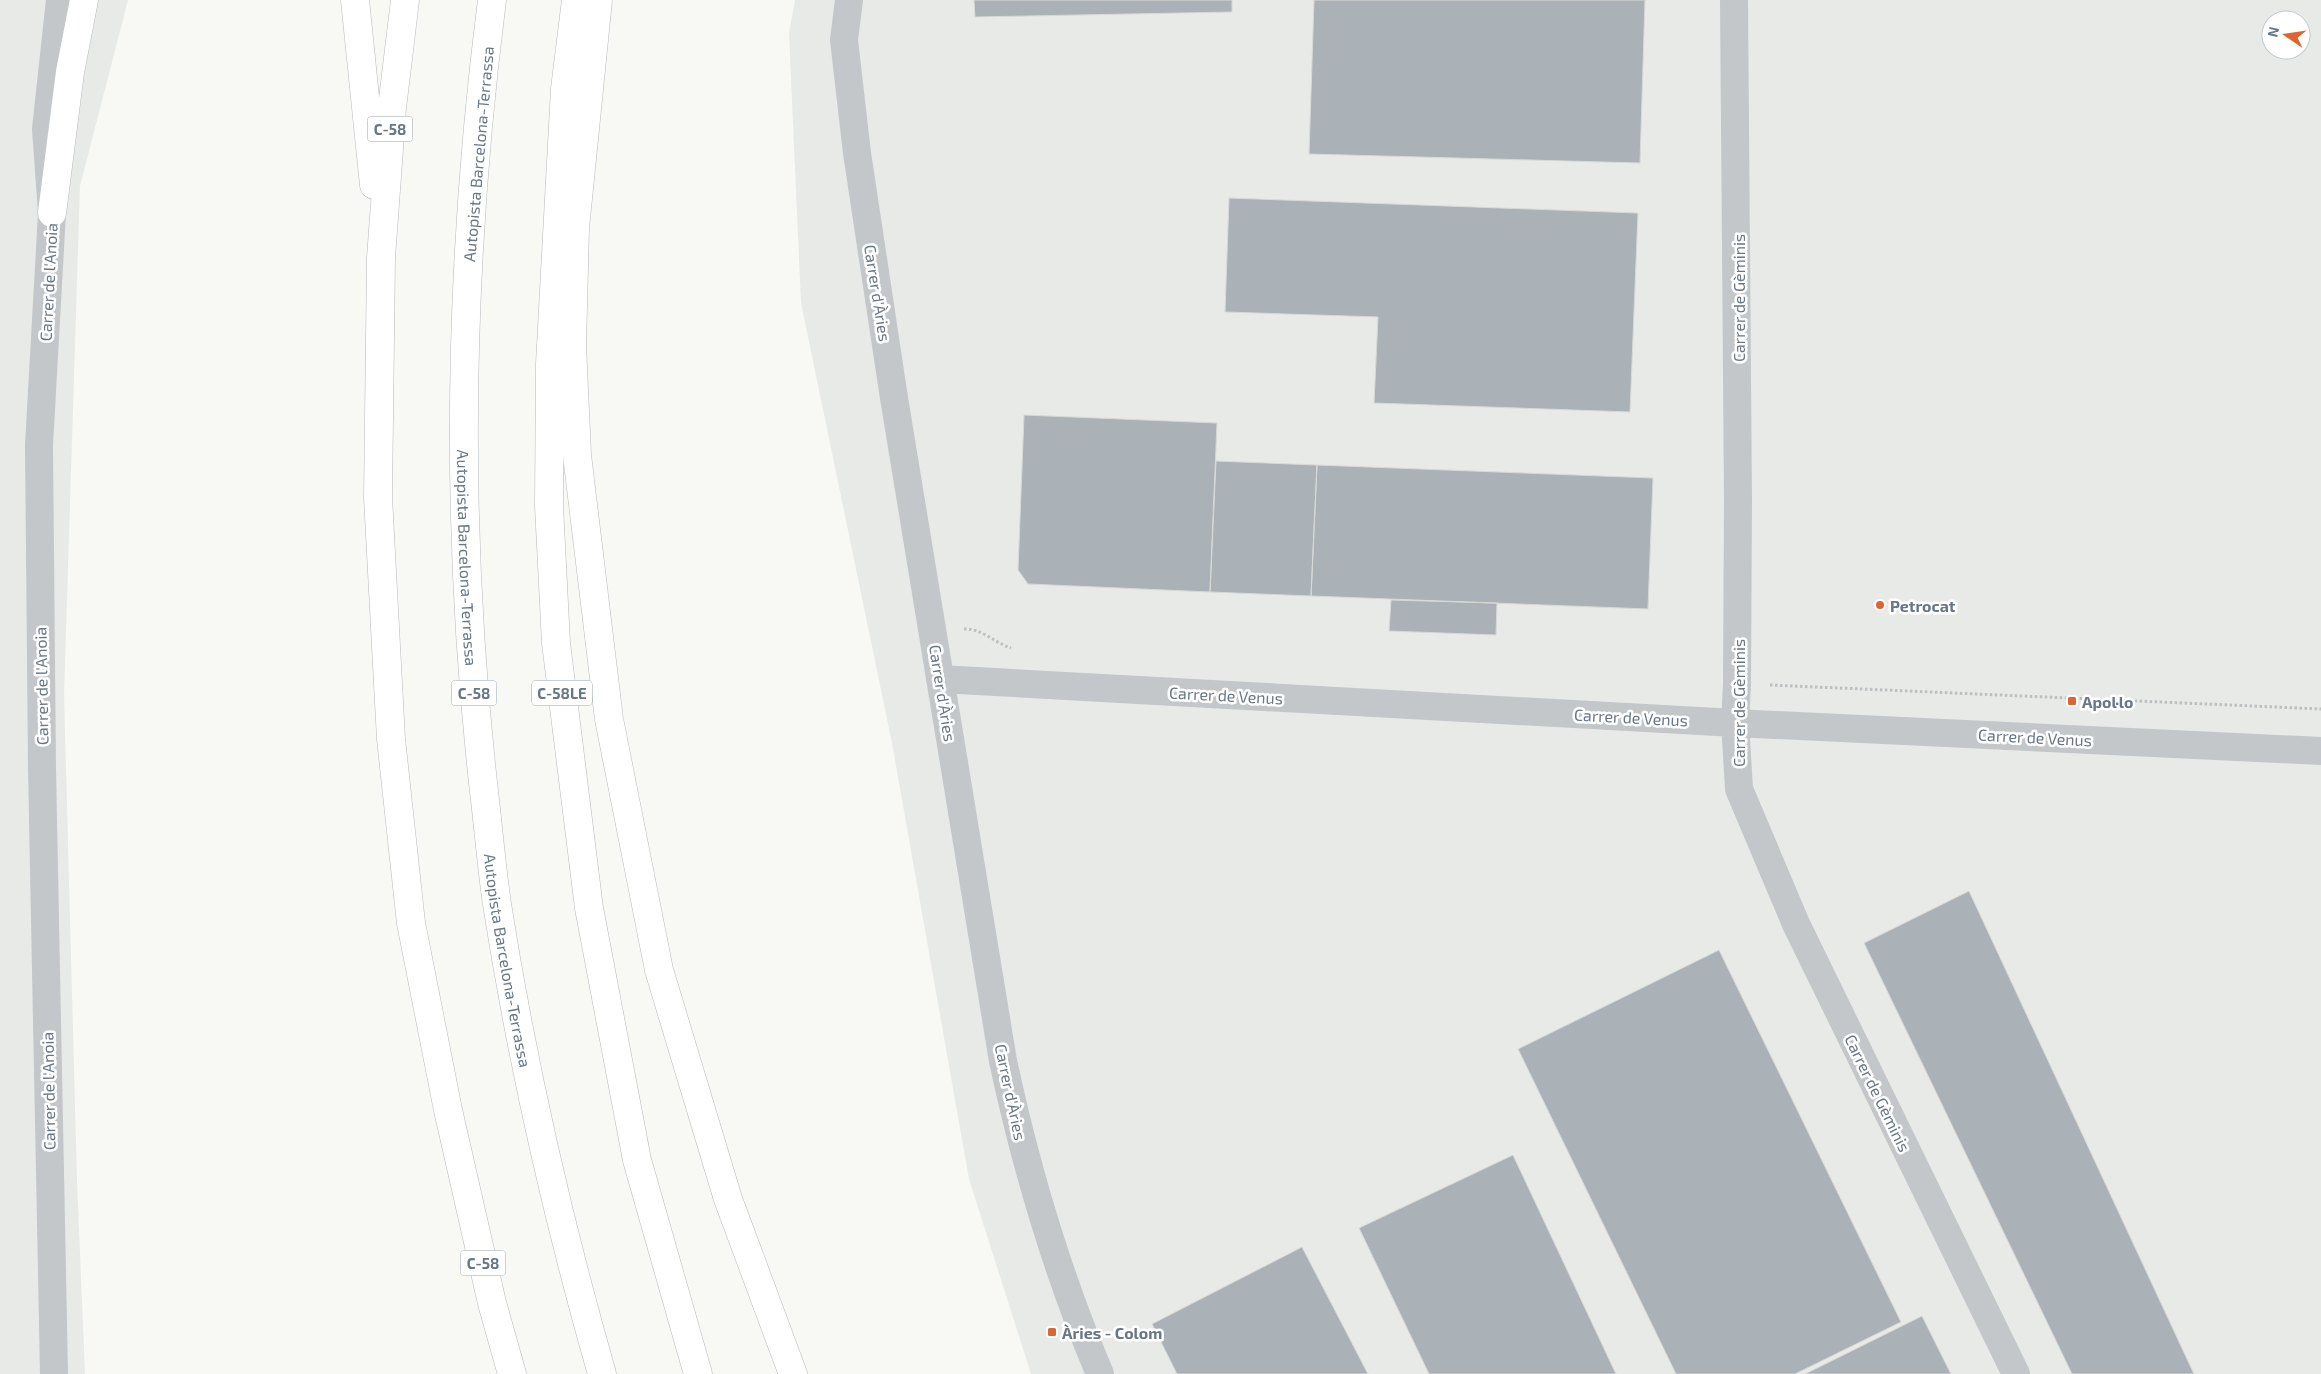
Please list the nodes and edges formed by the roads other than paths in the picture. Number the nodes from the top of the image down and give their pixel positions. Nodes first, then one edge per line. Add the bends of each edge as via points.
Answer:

...

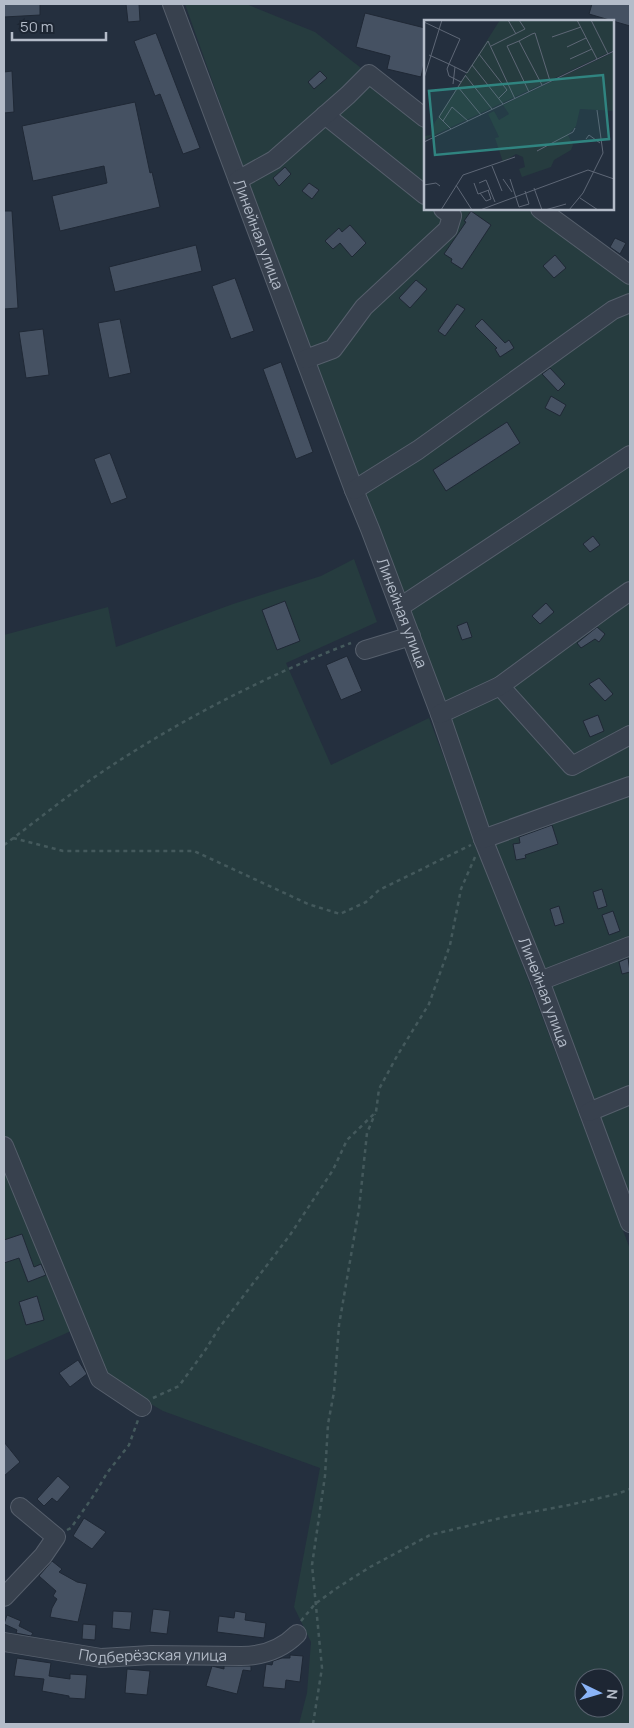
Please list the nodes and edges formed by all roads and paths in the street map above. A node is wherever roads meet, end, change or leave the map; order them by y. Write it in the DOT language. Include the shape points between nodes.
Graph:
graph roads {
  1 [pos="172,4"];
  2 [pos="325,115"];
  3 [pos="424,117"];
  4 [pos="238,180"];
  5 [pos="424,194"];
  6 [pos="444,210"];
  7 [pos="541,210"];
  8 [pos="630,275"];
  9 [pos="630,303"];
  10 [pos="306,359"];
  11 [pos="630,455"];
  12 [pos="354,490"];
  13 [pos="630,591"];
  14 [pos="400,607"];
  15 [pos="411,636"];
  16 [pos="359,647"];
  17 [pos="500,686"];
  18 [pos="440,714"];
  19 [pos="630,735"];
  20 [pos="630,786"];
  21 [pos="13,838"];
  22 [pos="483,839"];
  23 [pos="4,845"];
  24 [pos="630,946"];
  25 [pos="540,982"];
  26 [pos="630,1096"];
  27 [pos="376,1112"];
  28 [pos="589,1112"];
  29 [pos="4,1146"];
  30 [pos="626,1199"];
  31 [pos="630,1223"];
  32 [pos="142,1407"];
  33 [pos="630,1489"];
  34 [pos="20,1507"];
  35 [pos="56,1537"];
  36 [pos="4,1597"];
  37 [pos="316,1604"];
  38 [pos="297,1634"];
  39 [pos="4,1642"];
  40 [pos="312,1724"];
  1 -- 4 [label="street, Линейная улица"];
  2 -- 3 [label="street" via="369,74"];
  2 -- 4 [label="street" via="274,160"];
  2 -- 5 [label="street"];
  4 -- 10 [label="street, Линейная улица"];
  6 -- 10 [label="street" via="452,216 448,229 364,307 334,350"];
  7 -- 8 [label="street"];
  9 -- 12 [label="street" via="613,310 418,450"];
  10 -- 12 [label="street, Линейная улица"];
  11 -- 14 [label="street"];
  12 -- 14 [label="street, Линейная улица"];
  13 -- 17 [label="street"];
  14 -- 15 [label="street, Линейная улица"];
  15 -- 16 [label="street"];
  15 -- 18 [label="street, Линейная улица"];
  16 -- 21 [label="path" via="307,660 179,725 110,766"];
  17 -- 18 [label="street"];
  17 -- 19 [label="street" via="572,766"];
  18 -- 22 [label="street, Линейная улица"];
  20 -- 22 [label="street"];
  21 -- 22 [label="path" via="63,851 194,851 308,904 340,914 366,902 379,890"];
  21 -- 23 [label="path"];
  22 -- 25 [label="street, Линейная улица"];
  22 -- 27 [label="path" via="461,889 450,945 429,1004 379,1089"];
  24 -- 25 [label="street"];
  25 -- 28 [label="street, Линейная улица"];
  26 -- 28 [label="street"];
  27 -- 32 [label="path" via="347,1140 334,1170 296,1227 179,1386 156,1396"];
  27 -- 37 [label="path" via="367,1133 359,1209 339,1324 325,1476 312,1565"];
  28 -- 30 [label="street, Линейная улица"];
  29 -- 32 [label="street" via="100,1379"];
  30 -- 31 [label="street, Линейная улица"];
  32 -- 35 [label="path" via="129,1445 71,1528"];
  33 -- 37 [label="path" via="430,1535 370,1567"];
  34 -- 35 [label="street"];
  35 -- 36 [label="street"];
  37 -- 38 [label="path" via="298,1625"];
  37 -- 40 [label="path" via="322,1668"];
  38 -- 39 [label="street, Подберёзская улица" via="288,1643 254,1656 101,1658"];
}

[Goal of the exercise]: Wherever the word "Please" appears in the listing, copy the line that holds it.

[Result]:
Please list the nodes and edges formed by the roads other than paths in the picture. Number the nodes from the top of the image down and give their pixel positions. Nodes first, then one edge per line. Add the bends of each edge as via points.
Please list the nodes and edges formed by all roads and paths in the street map above. A node is wherever roads meet, end, change or leave the map; order them by y. Write it in the DOT language. Include the shape points between nodes.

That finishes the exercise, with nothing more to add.